You’ve Officially hopped on the healthy living train and you’re going full-speed. You have developed an affinity for green juice, quinoa bowls fill your days, and you’ve pretty much named yourself the ambassador of all things kale. Your love affair with your body and your health is blossoming, so it’s only natural to want to get your other relationship in on the action: the one with your significant other.  But if you’re anything like us, finding common ground in the kitchen is sometimes easier said than done!

Dedicated to discover a recipe built for two, we turned to health foodie guru Elenore from Earthsprout. We asked Elenore for a flexible recipe that makes both him and her happy. Not only did she surprise us with her ingenuity, but she also managed to take a less-than-healthy comfort food – spaghetti – and transform it into a nutritional powerhouse, two ways. While both versions boast a delicious Amatriciana sauce made of hearty lentils, ancho peppers and dried mushrooms, Elenore provides two options for the base and cheese: one completely raw, one simply gluten-free. No matter your dietary preferences, this Italian-inspired meal hits the spot – and allows both you and your other half to indulge in the same delicious dish together without scrambling for a “second option” come dinnertime. Take a cue from Elenore and her hubby Fabian by whipping up a batch tonight…

If you find Fabian making dinner in our house, there is a high probability he’s preparing this sensational yet simple tomato sauce (he’s famous for making outrageously tasty tomato sauce, hummus and some other signature dishes). An original amatriciana sauce calls for pork, but our recipe uses other rich ingredients like dried mushrooms, red lentils and sun-dried tomatoes. We’ve developed this vegan amatriciana sauce recipe over the years and it never fails. It’s our go-to when we’re tired and don’t feel like being inventive or hanging out in the kitchen for hours. A central dish like this one also makes it easier to his-and-hers-ify the additions around it. Fabian is a die-hard spaghetti lover while I’d much rather go for a raw veggie spaghetti. I also leave the Parmesan cheese to him and enjoy a good rawmesan instead. So here it is, the perfect recipe for you and your honey to share. Bon appetit!

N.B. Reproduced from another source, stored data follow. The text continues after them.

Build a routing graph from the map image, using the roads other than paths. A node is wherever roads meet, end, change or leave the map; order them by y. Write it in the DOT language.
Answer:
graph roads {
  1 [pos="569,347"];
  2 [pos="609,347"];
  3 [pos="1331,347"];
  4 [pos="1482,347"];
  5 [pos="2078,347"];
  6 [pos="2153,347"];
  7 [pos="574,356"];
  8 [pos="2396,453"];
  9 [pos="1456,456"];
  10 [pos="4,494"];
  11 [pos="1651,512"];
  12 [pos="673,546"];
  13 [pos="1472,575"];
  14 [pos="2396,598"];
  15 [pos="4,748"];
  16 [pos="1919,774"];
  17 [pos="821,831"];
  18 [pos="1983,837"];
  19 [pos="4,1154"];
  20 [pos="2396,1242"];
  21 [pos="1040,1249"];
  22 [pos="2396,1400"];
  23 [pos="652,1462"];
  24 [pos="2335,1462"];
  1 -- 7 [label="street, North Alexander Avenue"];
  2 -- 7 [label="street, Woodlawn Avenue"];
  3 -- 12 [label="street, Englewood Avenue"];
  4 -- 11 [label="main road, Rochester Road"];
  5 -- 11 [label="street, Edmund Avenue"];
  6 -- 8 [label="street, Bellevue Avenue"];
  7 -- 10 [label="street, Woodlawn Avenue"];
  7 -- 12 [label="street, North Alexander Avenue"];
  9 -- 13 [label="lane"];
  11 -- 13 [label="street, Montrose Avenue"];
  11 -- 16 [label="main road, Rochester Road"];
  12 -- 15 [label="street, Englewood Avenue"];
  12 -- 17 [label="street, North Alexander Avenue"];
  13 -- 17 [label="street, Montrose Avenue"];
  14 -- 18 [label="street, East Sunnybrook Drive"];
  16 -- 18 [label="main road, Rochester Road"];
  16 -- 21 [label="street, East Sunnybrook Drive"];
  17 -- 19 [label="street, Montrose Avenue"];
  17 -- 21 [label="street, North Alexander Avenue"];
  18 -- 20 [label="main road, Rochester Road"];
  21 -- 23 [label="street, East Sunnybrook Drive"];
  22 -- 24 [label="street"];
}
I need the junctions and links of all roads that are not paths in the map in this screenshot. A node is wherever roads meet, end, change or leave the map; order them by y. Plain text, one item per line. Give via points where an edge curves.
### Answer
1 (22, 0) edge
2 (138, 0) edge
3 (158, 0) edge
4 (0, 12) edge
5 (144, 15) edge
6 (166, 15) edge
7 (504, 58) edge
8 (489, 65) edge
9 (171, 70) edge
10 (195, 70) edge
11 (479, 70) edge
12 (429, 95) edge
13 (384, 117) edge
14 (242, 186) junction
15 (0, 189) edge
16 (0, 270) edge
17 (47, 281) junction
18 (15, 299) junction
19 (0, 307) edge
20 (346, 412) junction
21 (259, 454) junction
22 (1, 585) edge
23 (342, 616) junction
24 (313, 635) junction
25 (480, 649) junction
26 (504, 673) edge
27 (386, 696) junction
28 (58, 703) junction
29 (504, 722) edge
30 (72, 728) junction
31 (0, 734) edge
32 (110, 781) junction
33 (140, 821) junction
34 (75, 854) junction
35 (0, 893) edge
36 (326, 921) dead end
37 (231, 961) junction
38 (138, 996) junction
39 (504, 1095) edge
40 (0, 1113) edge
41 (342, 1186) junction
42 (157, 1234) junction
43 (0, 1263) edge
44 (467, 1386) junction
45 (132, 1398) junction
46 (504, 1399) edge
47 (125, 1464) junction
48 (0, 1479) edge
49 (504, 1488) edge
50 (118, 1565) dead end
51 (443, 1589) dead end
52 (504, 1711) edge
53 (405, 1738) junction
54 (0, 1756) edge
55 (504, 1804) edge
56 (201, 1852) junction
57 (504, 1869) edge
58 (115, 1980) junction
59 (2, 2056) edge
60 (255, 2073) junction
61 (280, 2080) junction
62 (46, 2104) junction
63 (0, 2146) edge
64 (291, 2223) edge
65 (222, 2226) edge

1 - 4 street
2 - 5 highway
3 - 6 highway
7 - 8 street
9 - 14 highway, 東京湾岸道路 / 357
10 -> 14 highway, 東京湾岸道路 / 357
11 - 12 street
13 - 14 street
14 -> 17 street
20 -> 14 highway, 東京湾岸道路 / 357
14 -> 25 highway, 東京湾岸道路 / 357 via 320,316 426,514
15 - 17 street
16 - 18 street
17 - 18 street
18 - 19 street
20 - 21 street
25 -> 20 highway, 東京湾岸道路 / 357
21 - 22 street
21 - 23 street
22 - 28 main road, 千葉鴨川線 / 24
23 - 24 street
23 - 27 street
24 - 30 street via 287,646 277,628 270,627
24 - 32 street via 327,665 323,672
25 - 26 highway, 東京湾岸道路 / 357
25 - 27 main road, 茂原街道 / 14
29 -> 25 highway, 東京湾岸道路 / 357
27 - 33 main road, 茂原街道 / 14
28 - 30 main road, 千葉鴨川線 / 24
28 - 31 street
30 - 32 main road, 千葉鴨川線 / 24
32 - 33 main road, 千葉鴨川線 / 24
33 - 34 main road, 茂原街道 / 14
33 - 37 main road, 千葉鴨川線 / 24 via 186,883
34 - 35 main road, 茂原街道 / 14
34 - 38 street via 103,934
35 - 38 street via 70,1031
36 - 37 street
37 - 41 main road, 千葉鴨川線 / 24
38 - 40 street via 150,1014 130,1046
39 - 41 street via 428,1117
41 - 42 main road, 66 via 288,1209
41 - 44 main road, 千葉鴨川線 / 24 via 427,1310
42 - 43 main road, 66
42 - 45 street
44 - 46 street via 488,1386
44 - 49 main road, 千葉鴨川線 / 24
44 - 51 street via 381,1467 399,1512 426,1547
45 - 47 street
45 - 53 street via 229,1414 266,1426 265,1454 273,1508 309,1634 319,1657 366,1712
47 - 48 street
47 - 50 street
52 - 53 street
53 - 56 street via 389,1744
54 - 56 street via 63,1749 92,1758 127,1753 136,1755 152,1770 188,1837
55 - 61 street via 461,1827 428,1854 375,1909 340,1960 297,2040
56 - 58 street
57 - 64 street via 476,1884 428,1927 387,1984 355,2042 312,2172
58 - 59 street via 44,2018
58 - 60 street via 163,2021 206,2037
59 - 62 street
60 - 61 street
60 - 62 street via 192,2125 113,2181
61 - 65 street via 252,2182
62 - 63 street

His And Hers: Gluten-free Spaghetti, Amatriciana Sauce and Local Parmesan x Celeriac Spaghetti, Amatriciana Sauce and Rawmesan


Vegan Amatriciana Sauce
35 ounces / 2-3 cans (depending on size) organic crushed tomatoes, check for BPA-free cans/packaging
1 cup pure water
1 cup red lentils
2 yellow onions
2 stalks celery, finely chopped
3 cloves garlic, minced
5 sundried tomatoes, finely chopped
1 dried ancho pepper, optional
1 tsp crushed chili flakes, more or less according to taste
1 small handfull dried mushrooms
1/2 cup olives, pitted + more for garnish
1 Tbsp fresh thyme leaves
1 Tbsp fresh rosemary leaves
1/2 tsp good quality salt
1 tsp date syrup or other sweetener of choice
1 tbsp olive oil
1 knob ghee / virgin coconut oil

1/3 cup pine nuts
1 1/2 Tbsp nutritional yeast
A pinch good quality salt or more to taste

Celeriac Spaghetti
1 celeriac
1 tsp turmeric
1 tsp olive oil

Her additions
Rawmesan (recipe below)
Celeriac spaghetti (recipe below)
Green salad (arugula, kale, heirloom lettuce)

His additions
Organic parmesan or pecorino cheese, preferably local
Gluten-free or whole-grain spaghetti – quinoa/corn spaghetti
Green salad (arugula, kale, heirloom lettuce)


Vegan Amatriciana Sauce
1. In a large saucepan (preferably cast-iron), heat ghee or virgin coconut oil on low heat. Add the crushed chili flakes and the halved ancho pepper and let steep as the oil warms up. When the oil is hot, add the garlic and let fry for 1-2 minutes, then add the onion and cook until translucent.

2. Add all ingredients for the sauce except the olive oil and the fresh rosemary and thyme. Let cook on low-medium heat with lid on for 1 hour. Stir 2-3 times only to make sure that the lentils have enough water to cook. Basically you can just leave the sauce to cook while you have fun crazy dancing and preparing the spaghetti and other additions.

3. Add olive oil and the fresh thyme and rosemary leaves during the 5 last minutes of cooking.

Crush the pine nuts in a mortar, add nutritional yeast and salt towards the end. Rawmesan stores well in the fridge for a couple of weeks and makes any salad, soup or delicious meal even more attractive.

Celeriac Spaghetti
Rinse and peel celeriac and easily turn it into spaghetti by using a sprializer or simply a potato peeler/ julienne peeler. Add turmeric and olive oil and toss until coated.

Top the chosen spaghetti (gluten-free or celeriac) with the amatriciana sauce. Then add olives, green salad and sprinkle with either the parmesan or rawmesan depending on your tastes.